• Please visit and share your knowledge at our sister communities:
  • If you have not, please join our official Homebrewing Facebook Group!

    Homebrewing Facebook Group

still fermenting 10 days later, should i dry hop?

Homebrew Talk

Help Support Homebrew Talk:

This site may earn a commission from merchant affiliate links, including eBay, Amazon, and others.

zodiak3000

Well-Known Member
Joined
Oct 17, 2009
Messages
587
Reaction score
5
Location
Sacramento, CA
i have a blow off tube from the carboy and im still getting bubbles activley going in the bucket of starnsan. ive never had active fermentation go this long. i usually dry hop on day 10 (today). should i go ahead and do it or wait longer? OG was 1.070. i usually would take a gravity reading, but i just switched back again from buckets to carboys and dont have anything to take a sample with. i usually just ferment in primary only for 21 days, dry hop anywhere from 10-14.
 
I would wait to dry hop, if you still have active co2 release then a lot of your wonderful hop aroma might be carried away with the releasing co2 - up and out the air lock. each fermentation is different, let it ride.

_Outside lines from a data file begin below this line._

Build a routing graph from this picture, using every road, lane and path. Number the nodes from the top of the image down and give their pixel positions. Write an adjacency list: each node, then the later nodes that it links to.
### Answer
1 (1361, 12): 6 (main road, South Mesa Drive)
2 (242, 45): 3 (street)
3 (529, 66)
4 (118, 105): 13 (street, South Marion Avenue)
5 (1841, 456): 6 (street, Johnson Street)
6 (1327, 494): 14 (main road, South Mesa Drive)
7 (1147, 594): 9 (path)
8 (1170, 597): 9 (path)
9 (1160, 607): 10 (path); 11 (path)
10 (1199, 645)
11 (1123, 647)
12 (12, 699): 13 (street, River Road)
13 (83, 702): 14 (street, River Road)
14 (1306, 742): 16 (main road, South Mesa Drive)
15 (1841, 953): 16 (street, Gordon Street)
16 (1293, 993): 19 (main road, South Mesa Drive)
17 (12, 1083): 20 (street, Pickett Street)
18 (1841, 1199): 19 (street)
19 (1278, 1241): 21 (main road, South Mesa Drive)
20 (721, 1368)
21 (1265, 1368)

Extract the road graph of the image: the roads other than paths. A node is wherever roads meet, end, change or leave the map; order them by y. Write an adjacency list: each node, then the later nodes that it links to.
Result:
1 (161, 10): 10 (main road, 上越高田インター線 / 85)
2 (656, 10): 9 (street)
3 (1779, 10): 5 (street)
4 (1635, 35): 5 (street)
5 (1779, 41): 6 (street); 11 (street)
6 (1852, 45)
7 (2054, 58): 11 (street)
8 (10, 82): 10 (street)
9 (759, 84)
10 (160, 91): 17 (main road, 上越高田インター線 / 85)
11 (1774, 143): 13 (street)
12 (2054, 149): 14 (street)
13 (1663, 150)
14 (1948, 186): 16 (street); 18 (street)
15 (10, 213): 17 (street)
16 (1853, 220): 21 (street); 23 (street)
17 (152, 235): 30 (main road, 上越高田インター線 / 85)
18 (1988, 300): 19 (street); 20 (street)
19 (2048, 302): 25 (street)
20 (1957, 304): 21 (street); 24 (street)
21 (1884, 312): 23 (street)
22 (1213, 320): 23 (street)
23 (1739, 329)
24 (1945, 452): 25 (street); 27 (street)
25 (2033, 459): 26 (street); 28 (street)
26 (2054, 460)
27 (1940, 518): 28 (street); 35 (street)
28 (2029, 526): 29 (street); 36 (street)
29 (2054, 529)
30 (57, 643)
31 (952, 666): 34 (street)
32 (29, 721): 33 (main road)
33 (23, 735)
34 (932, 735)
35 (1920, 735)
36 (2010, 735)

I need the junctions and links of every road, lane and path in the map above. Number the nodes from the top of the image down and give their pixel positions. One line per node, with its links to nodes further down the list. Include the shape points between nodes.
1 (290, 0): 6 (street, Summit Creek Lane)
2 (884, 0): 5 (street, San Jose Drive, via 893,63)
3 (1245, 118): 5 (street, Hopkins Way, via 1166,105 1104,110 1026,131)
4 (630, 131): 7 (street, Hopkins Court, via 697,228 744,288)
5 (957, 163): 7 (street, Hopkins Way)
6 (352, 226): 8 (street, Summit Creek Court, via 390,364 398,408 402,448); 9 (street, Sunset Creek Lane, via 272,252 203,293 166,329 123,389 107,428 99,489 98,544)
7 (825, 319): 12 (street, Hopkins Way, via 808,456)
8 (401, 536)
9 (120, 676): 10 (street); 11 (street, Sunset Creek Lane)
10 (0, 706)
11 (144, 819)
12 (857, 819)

also, .07 is a big beer. did you pitch an adequate yeast population/make a starter? if not then the yeast ca take a while to do their work.

can you see bubbles in the beer itself?
is there still a krausen?
 
do whatver you would like to do. dry hopping now will probably waste some hops, but if you really want to stick to that strict schedule, it won't really hurt anything, just won't be as aroma hoppy as you would expect.
what are you dry hopping that is that big? a DIPA or a larger IPA?
 
Is it over or is it just pushing air out? Taking your gravity is almost essential right now if you want this question answered...why do you drop hop at day 10? Because fermentation is over and clearing has started or just as a rule of thumb?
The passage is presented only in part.